BEGIN Information provided

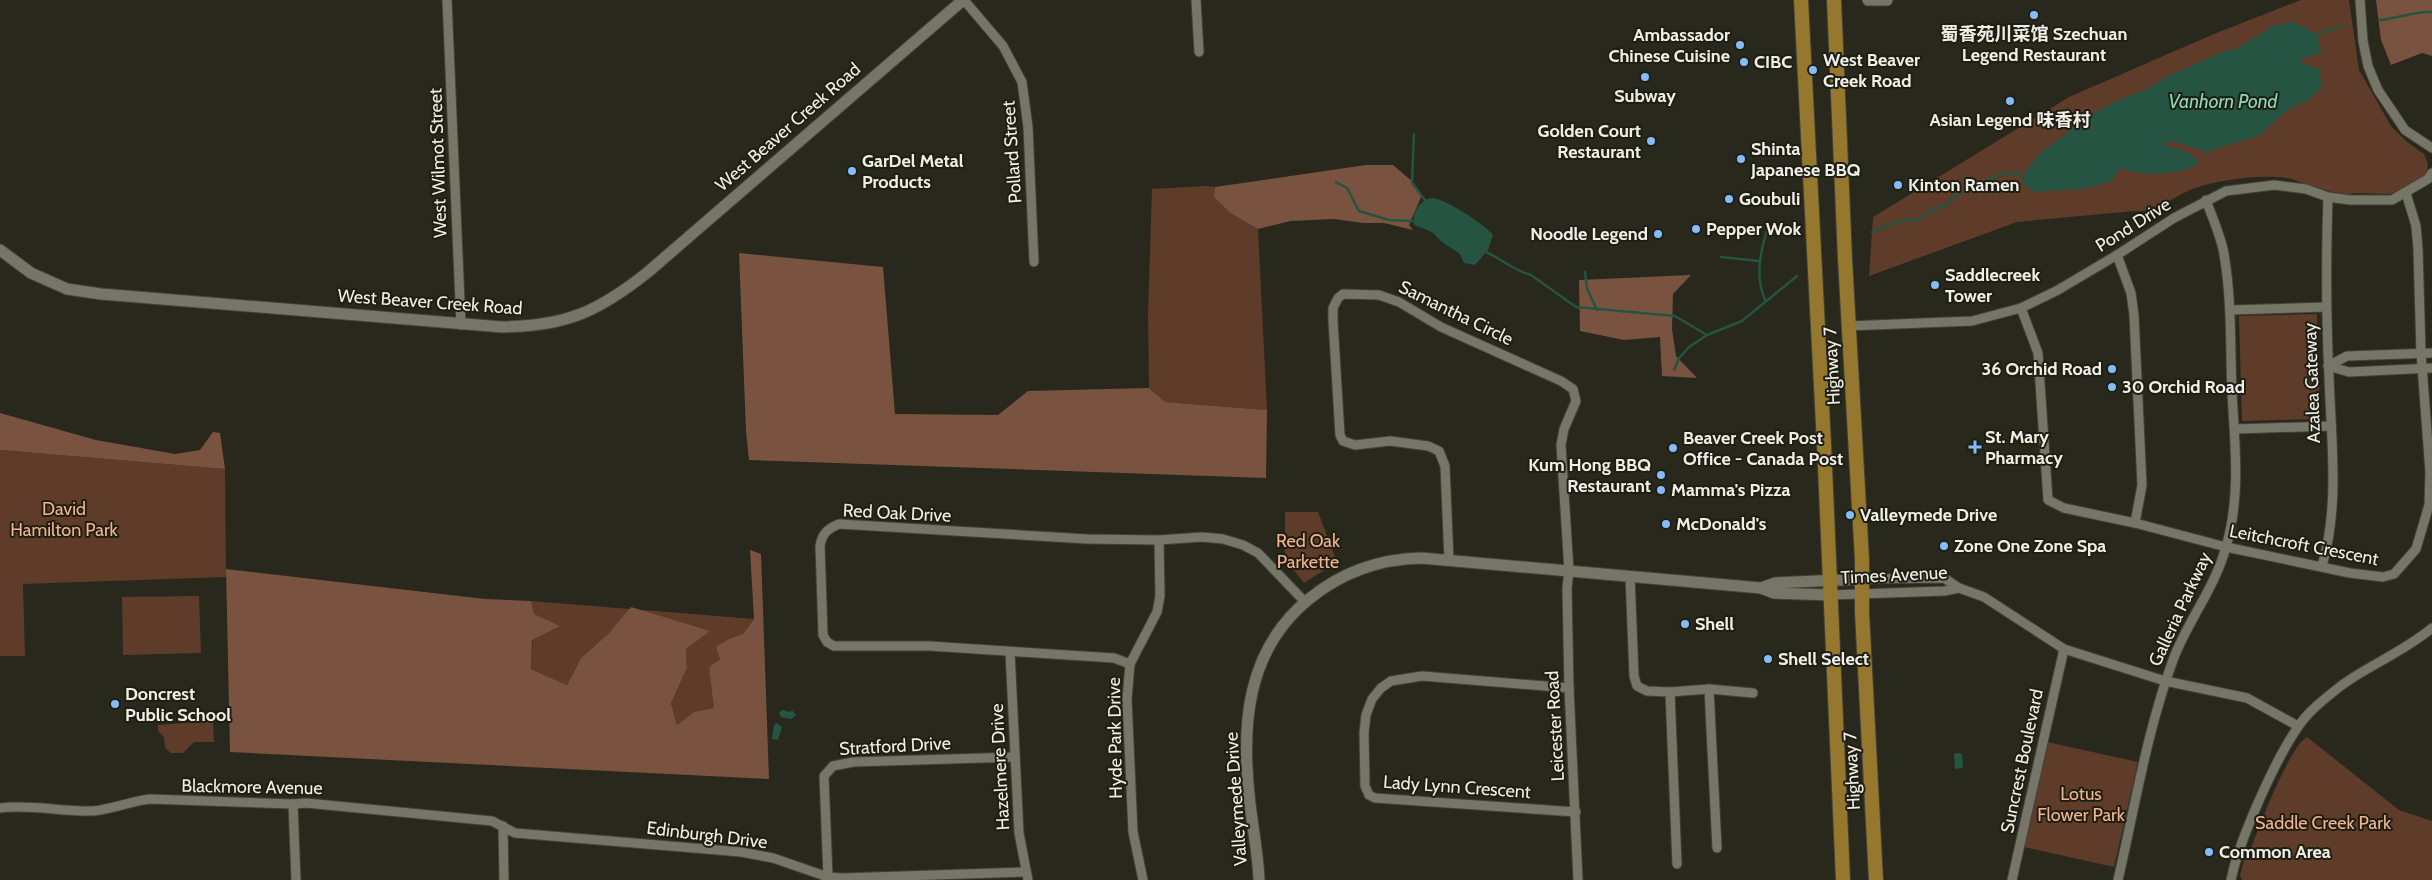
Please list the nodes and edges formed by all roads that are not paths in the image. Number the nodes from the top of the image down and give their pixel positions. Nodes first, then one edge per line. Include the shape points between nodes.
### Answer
1 (447, 0) edge
2 (964, 0) edge
3 (1196, 0) edge
4 (1801, 0) edge
5 (1834, 0) edge
6 (1868, 0) edge
7 (1887, 0) edge
8 (2360, 0) edge
9 (1199, 52) dead end
10 (2432, 148) edge
11 (2432, 173) edge
12 (2406, 194) junction
13 (2328, 197) junction
14 (2206, 200) junction
15 (0, 250) edge
16 (2117, 255) junction
17 (1034, 262) dead end
18 (2326, 307) junction
19 (2021, 308) junction
20 (2231, 310) junction
21 (461, 325) junction
22 (1848, 326) junction
23 (2421, 353) junction
24 (2432, 353) edge
25 (2328, 366) junction
26 (2427, 368) edge
27 (2331, 426) junction
28 (2236, 429) junction
29 (2135, 523) junction
30 (1159, 540) junction
31 (2226, 547) junction
32 (1449, 560) junction
33 (2322, 566) junction
34 (1569, 571) junction
35 (1630, 576) junction
36 (1862, 579) junction
37 (1830, 580) junction
38 (1762, 588) junction
39 (1959, 588) junction
40 (1831, 595) junction
41 (1862, 595) junction
42 (1306, 602) junction
43 (2432, 628) edge
44 (2064, 648) junction
45 (1010, 652) junction
46 (1130, 664) junction
47 (2165, 680) junction
48 (1568, 688) junction
49 (1709, 689) junction
50 (1670, 692) junction
51 (1754, 693) dead end
52 (2298, 726) junction
53 (1015, 757) junction
54 (293, 804) junction
55 (0, 808) edge
56 (1576, 812) junction
57 (503, 826) junction
58 (1717, 848) dead end
59 (1677, 864) dead end
60 (1027, 876) edge
61 (828, 877) junction
62 (296, 880) edge
63 (504, 880) edge
64 (1143, 880) edge
65 (1259, 880) edge
66 (1578, 880) edge
67 (1843, 880) edge
68 (1876, 880) edge
69 (2012, 880) edge
70 (2118, 880) edge
71 (2231, 880) edge

1 - 21 street, West Wilmot Street
2 - 17 street, Pollard Street via 1003,46 1023,87
2 - 21 street, West Beaver Creek Road via 612,300 580,316 534,326
3 - 9 street
4 - 37 main road, Highway 7
5 - 22 main road, Highway 7
6 - 7 street
8 - 10 street via 2363,41 2368,66 2378,90 2405,130
11 - 12 street, Pond Drive
12 - 13 street, Pond Drive via 2392,200 2363,202
12 - 23 street, Leitchcroft Crescent via 2416,226
13 - 14 street, Pond Drive via 2306,189 2274,185 2226,191
13 - 18 street, Azalea Gateway
14 - 16 street, Pond Drive
14 - 20 street, Galleria Parkway via 2224,252
15 - 21 street, West Beaver Creek Road via 31,273 67,289 96,294
16 - 19 street, Pond Drive
16 - 29 street via 2131,293 2134,315 2142,485
18 - 20 street
18 - 25 street, Azalea Gateway
19 - 22 street, Pond Drive via 1972,321
19 - 29 street, Leitchcroft Crescent via 2038,353 2048,500 2064,508
20 - 28 street, Galleria Parkway via 2232,396
22 - 36 main road, Highway 7
23 - 24 street
23 - 25 street via 2347,356
23 - 26 street, Leitchcroft Crescent
25 - 26 street via 2349,372
25 - 27 street, Azalea Gateway
26 - 33 street, Leitchcroft Crescent via 2429,505 2416,549 2394,574 2383,577
27 - 28 street
27 - 33 street, Azalea Gateway via 2334,497
28 - 31 street, Galleria Parkway via 2236,498
29 - 31 street, Leitchcroft Crescent
30 - 42 street, Red Oak Drive via 1202,537 1243,545 1258,554
30 - 45 street, Red Oak Drive via 1087,539 846,524 829,528 821,536 823,635 827,642 834,646 928,646
30 - 46 street, Hyde Park Drive via 1160,596 1157,612
31 - 33 street, Leitchcroft Crescent
31 - 47 street, Galleria Parkway
32 - 34 street, Valleymede Drive
32 - 34 street, Samantha Circle via 1445,466 1439,452 1428,446 1390,441 1355,445 1344,441 1340,435 1333,308 1343,294 1389,298 1441,327 1573,389 1576,401 1561,445
32 - 42 street, Valleymede Drive via 1411,558 1366,566 1326,586
34 - 35 street, Valleymede Drive
34 - 48 street, Leicester Road
35 - 38 street, Valleymede Drive
35 - 50 street via 1637,686 1647,691
36 - 37 street, Valleymede Drive
36 - 39 street, Times Avenue via 1938,577
36 - 41 main road, Highway 7
37 - 38 street, Valleymede Drive via 1775,583
37 - 40 main road, Highway 7
38 - 40 street, Valleymede Drive via 1774,593
39 - 41 street, Times Avenue
39 - 44 street, Times Avenue via 1984,597
40 - 41 street, Times Avenue
40 - 67 main road, Highway 7
41 - 68 main road, Highway 7
42 - 65 street, Valleymede Drive via 1284,622 1272,640 1259,666 1249,702 1250,802
43 - 52 street via 2340,687
44 - 47 street, Times Avenue
44 - 69 street, Suncrest Boulevard
45 - 46 street, Red Oak Drive via 1114,658
45 - 53 street, Hazelmere Drive
46 - 64 street, Hyde Park Drive via 1127,699 1134,832
47 - 52 street, Times Avenue via 2247,698
47 - 70 street, Galleria Parkway via 2156,707
48 - 56 street, Leicester Road
48 - 56 street, Lady Lynn Crescent via 1422,676 1391,681 1372,699 1366,715 1365,786 1369,795 1375,798
49 - 50 street
49 - 51 street
49 - 58 street
50 - 59 street
52 - 71 street via 2255,812
53 - 60 street, Hazelmere Drive via 1019,833
53 - 61 street, Stratford Drive via 853,762 833,766 824,776
54 - 55 street, Blackmore Avenue via 150,799 93,811
54 - 57 street, Blackmore Avenue via 492,821
54 - 62 street
56 - 66 street, Leicester Road
57 - 61 street, Edinburgh Drive via 515,833 741,852 773,858
57 - 63 street
60 - 61 street, Edinburgh Drive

END Information provided

### Exercise description
Output nothing but the records above, word for word, with the pictures removed.

### Solution
Please list the nodes and edges formed by all roads that are not paths in the image. Number the nodes from the top of the image down and give their pixel positions. Nodes first, then one edge per line. Include the shape points between nodes.
### Answer
1 (447, 0) edge
2 (964, 0) edge
3 (1196, 0) edge
4 (1801, 0) edge
5 (1834, 0) edge
6 (1868, 0) edge
7 (1887, 0) edge
8 (2360, 0) edge
9 (1199, 52) dead end
10 (2432, 148) edge
11 (2432, 173) edge
12 (2406, 194) junction
13 (2328, 197) junction
14 (2206, 200) junction
15 (0, 250) edge
16 (2117, 255) junction
17 (1034, 262) dead end
18 (2326, 307) junction
19 (2021, 308) junction
20 (2231, 310) junction
21 (461, 325) junction
22 (1848, 326) junction
23 (2421, 353) junction
24 (2432, 353) edge
25 (2328, 366) junction
26 (2427, 368) edge
27 (2331, 426) junction
28 (2236, 429) junction
29 (2135, 523) junction
30 (1159, 540) junction
31 (2226, 547) junction
32 (1449, 560) junction
33 (2322, 566) junction
34 (1569, 571) junction
35 (1630, 576) junction
36 (1862, 579) junction
37 (1830, 580) junction
38 (1762, 588) junction
39 (1959, 588) junction
40 (1831, 595) junction
41 (1862, 595) junction
42 (1306, 602) junction
43 (2432, 628) edge
44 (2064, 648) junction
45 (1010, 652) junction
46 (1130, 664) junction
47 (2165, 680) junction
48 (1568, 688) junction
49 (1709, 689) junction
50 (1670, 692) junction
51 (1754, 693) dead end
52 (2298, 726) junction
53 (1015, 757) junction
54 (293, 804) junction
55 (0, 808) edge
56 (1576, 812) junction
57 (503, 826) junction
58 (1717, 848) dead end
59 (1677, 864) dead end
60 (1027, 876) edge
61 (828, 877) junction
62 (296, 880) edge
63 (504, 880) edge
64 (1143, 880) edge
65 (1259, 880) edge
66 (1578, 880) edge
67 (1843, 880) edge
68 (1876, 880) edge
69 (2012, 880) edge
70 (2118, 880) edge
71 (2231, 880) edge

1 - 21 street, West Wilmot Street
2 - 17 street, Pollard Street via 1003,46 1023,87
2 - 21 street, West Beaver Creek Road via 612,300 580,316 534,326
3 - 9 street
4 - 37 main road, Highway 7
5 - 22 main road, Highway 7
6 - 7 street
8 - 10 street via 2363,41 2368,66 2378,90 2405,130
11 - 12 street, Pond Drive
12 - 13 street, Pond Drive via 2392,200 2363,202
12 - 23 street, Leitchcroft Crescent via 2416,226
13 - 14 street, Pond Drive via 2306,189 2274,185 2226,191
13 - 18 street, Azalea Gateway
14 - 16 street, Pond Drive
14 - 20 street, Galleria Parkway via 2224,252
15 - 21 street, West Beaver Creek Road via 31,273 67,289 96,294
16 - 19 street, Pond Drive
16 - 29 street via 2131,293 2134,315 2142,485
18 - 20 street
18 - 25 street, Azalea Gateway
19 - 22 street, Pond Drive via 1972,321
19 - 29 street, Leitchcroft Crescent via 2038,353 2048,500 2064,508
20 - 28 street, Galleria Parkway via 2232,396
22 - 36 main road, Highway 7
23 - 24 street
23 - 25 street via 2347,356
23 - 26 street, Leitchcroft Crescent
25 - 26 street via 2349,372
25 - 27 street, Azalea Gateway
26 - 33 street, Leitchcroft Crescent via 2429,505 2416,549 2394,574 2383,577
27 - 28 street
27 - 33 street, Azalea Gateway via 2334,497
28 - 31 street, Galleria Parkway via 2236,498
29 - 31 street, Leitchcroft Crescent
30 - 42 street, Red Oak Drive via 1202,537 1243,545 1258,554
30 - 45 street, Red Oak Drive via 1087,539 846,524 829,528 821,536 823,635 827,642 834,646 928,646
30 - 46 street, Hyde Park Drive via 1160,596 1157,612
31 - 33 street, Leitchcroft Crescent
31 - 47 street, Galleria Parkway
32 - 34 street, Valleymede Drive
32 - 34 street, Samantha Circle via 1445,466 1439,452 1428,446 1390,441 1355,445 1344,441 1340,435 1333,308 1343,294 1389,298 1441,327 1573,389 1576,401 1561,445
32 - 42 street, Valleymede Drive via 1411,558 1366,566 1326,586
34 - 35 street, Valleymede Drive
34 - 48 street, Leicester Road
35 - 38 street, Valleymede Drive
35 - 50 street via 1637,686 1647,691
36 - 37 street, Valleymede Drive
36 - 39 street, Times Avenue via 1938,577
36 - 41 main road, Highway 7
37 - 38 street, Valleymede Drive via 1775,583
37 - 40 main road, Highway 7
38 - 40 street, Valleymede Drive via 1774,593
39 - 41 street, Times Avenue
39 - 44 street, Times Avenue via 1984,597
40 - 41 street, Times Avenue
40 - 67 main road, Highway 7
41 - 68 main road, Highway 7
42 - 65 street, Valleymede Drive via 1284,622 1272,640 1259,666 1249,702 1250,802
43 - 52 street via 2340,687
44 - 47 street, Times Avenue
44 - 69 street, Suncrest Boulevard
45 - 46 street, Red Oak Drive via 1114,658
45 - 53 street, Hazelmere Drive
46 - 64 street, Hyde Park Drive via 1127,699 1134,832
47 - 52 street, Times Avenue via 2247,698
47 - 70 street, Galleria Parkway via 2156,707
48 - 56 street, Leicester Road
48 - 56 street, Lady Lynn Crescent via 1422,676 1391,681 1372,699 1366,715 1365,786 1369,795 1375,798
49 - 50 street
49 - 51 street
49 - 58 street
50 - 59 street
52 - 71 street via 2255,812
53 - 60 street, Hazelmere Drive via 1019,833
53 - 61 street, Stratford Drive via 853,762 833,766 824,776
54 - 55 street, Blackmore Avenue via 150,799 93,811
54 - 57 street, Blackmore Avenue via 492,821
54 - 62 street
56 - 66 street, Leicester Road
57 - 61 street, Edinburgh Drive via 515,833 741,852 773,858
57 - 63 street
60 - 61 street, Edinburgh Drive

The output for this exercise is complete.